Replies to post #205372 on Biotech Values

[lgonber]

totally agree. EOM

[ciotera]

Re: GILD HCV

I don't know.. looks pretty good to me. Commercially, what's important is that 95% SVR is achieved. The distinction between 95% or 98% is really not that meaningful. I for one, would not want to be treated 50% longer and pay 50% more to go from 95% to 98%. What's really important is that there was no adverse safety signal. They are still talking about this regimen as "salvage" but I just don't see why a regimen like this would not be positioned as the go-to regimen for everyone (8w for DAA naive, 12w for DAA experienced).

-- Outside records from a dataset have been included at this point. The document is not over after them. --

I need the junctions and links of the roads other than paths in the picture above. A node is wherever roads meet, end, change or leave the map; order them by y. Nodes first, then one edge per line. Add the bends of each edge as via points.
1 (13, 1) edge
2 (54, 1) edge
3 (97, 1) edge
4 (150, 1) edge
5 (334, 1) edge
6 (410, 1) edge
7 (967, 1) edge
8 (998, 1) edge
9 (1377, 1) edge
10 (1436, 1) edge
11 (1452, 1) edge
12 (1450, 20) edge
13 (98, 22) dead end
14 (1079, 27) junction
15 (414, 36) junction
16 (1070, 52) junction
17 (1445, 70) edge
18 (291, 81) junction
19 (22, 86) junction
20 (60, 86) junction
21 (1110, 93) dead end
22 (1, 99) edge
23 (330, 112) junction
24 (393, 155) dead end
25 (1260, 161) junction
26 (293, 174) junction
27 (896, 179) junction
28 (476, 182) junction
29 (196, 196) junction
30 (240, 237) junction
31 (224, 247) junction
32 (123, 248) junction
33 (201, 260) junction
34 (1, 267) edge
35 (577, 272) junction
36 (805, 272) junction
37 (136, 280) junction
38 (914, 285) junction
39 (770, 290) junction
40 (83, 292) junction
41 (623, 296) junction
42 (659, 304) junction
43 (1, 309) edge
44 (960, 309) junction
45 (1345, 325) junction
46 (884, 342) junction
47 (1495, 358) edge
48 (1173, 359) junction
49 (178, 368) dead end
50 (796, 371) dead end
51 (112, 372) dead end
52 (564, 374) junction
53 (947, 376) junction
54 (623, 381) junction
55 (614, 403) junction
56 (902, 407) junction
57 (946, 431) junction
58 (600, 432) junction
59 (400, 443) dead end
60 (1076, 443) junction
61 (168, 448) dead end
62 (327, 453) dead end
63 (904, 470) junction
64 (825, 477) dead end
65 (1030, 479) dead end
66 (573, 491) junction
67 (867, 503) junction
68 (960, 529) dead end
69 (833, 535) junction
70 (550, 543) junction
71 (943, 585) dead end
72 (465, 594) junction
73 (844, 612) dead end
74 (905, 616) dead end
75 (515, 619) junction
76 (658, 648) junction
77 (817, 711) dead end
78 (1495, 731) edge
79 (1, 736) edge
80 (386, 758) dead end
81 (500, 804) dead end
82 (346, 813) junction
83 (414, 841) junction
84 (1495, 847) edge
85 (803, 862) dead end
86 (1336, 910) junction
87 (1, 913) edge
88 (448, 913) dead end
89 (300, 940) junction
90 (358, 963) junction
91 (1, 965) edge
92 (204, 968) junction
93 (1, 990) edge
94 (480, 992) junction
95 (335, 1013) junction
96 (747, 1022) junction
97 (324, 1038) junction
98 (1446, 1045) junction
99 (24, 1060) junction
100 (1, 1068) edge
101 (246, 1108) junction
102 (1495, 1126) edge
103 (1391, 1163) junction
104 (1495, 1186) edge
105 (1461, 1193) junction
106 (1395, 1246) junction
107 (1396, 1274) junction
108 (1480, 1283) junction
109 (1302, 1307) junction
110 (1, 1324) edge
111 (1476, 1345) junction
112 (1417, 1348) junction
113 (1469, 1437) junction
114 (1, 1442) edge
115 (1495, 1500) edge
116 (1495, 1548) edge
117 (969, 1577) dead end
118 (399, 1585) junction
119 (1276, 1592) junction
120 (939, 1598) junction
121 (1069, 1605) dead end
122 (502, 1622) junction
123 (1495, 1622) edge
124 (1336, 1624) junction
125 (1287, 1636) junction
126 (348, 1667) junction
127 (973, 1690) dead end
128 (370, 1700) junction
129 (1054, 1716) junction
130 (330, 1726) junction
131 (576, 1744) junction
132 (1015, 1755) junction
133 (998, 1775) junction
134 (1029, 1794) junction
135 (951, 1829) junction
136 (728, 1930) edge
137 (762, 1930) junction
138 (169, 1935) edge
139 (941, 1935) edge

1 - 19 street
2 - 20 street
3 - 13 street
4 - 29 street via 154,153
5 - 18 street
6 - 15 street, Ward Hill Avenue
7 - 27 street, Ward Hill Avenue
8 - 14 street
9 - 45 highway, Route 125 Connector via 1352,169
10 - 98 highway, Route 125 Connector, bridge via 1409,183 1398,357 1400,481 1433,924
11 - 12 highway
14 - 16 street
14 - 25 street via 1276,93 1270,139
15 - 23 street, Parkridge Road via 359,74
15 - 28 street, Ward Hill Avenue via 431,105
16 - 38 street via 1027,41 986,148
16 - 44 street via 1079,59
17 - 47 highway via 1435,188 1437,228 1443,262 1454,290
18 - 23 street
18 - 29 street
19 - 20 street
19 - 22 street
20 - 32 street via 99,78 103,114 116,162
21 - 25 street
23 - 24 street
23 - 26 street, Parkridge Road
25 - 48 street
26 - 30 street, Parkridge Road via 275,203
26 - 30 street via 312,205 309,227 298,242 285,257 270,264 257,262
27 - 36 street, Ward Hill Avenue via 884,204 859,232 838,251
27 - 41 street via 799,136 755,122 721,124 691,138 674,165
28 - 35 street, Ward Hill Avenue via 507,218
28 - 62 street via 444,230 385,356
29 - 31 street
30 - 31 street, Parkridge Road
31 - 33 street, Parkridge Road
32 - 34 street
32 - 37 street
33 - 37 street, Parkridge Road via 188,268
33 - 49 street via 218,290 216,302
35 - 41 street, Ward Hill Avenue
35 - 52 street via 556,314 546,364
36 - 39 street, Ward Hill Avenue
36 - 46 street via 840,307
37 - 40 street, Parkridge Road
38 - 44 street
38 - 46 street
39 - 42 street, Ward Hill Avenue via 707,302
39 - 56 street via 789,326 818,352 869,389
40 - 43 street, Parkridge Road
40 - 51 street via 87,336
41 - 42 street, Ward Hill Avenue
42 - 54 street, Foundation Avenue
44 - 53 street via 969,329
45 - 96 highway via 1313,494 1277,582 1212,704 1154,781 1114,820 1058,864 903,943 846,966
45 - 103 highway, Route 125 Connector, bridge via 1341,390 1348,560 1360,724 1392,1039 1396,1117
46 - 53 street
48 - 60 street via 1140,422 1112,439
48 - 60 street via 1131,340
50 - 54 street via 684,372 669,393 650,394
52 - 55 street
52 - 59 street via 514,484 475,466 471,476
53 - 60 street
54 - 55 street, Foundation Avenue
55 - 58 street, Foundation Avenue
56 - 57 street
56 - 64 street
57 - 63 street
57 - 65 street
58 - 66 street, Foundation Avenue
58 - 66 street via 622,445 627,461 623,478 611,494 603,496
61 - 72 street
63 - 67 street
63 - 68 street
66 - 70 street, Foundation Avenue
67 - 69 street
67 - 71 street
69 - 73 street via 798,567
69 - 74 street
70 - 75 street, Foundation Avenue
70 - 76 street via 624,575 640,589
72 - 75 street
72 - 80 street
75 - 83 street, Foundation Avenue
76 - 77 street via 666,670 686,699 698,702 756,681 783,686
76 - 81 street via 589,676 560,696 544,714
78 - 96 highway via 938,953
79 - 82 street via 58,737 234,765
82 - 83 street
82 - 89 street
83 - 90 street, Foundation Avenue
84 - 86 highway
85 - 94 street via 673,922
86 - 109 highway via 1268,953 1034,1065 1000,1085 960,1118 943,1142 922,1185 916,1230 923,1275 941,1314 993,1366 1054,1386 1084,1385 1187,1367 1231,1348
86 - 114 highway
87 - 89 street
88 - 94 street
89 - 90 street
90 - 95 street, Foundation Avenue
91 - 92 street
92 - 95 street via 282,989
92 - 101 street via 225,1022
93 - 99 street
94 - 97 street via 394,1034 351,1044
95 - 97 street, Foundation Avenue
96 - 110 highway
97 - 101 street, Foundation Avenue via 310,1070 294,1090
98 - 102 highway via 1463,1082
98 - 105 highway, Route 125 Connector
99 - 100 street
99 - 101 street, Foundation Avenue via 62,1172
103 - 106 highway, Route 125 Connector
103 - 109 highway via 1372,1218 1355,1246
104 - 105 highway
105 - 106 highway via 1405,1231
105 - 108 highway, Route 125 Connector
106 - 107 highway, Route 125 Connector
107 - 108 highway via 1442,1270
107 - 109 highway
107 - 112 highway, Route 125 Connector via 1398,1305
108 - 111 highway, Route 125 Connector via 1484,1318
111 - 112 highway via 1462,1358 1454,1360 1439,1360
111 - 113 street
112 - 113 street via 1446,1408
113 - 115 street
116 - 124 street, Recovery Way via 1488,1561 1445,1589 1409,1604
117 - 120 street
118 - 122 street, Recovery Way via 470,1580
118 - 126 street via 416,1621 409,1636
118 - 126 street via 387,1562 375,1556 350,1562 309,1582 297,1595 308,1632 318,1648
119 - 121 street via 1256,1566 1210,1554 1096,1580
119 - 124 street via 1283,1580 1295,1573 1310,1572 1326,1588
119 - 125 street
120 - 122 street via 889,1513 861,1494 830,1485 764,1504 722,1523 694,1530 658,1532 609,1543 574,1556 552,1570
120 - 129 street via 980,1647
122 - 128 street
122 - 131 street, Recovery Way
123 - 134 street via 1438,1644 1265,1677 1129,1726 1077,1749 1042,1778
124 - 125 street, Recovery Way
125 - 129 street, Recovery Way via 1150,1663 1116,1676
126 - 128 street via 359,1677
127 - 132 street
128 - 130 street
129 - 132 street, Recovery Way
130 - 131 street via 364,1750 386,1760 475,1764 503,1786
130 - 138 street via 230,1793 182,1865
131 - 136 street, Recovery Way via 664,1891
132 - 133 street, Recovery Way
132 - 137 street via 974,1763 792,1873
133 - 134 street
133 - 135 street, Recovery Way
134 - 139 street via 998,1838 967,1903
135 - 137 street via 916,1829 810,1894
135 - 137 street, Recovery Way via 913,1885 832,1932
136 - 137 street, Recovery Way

Otherwise, they are making themselves vulnerable to an 8w regimen from a competitor that could also hit 95% SVR. So, my take on this is that SOF/VEL/VOX delivered good enough efficacy to become the new SoC and Gilead would be stupid not to position it that way.

[DewDiligence]

GILD submits NDA for SOF/VEL/VOX HCV regimen as salvage therapy for patients who failed DAA regimens including an NS5A inhibitor:

http://investors.gilead.com/phoenix.zhtml?c=69964&p=irol-newsArticle&ID=2228502

The specified duration of treatment is 12 weeks for all genotypes (with or without cirrhosis), so my commentary at the bottom of #msg-125928919 appears to have been accurate.

SOF/VEL/VOX consists of 400mg Sovaldi (nuke), 100mg Velpatasvir (NS5A), and 100mg Voxilaprevir (PI; f/k/a GS-9857), co-formulated as a single daily pill.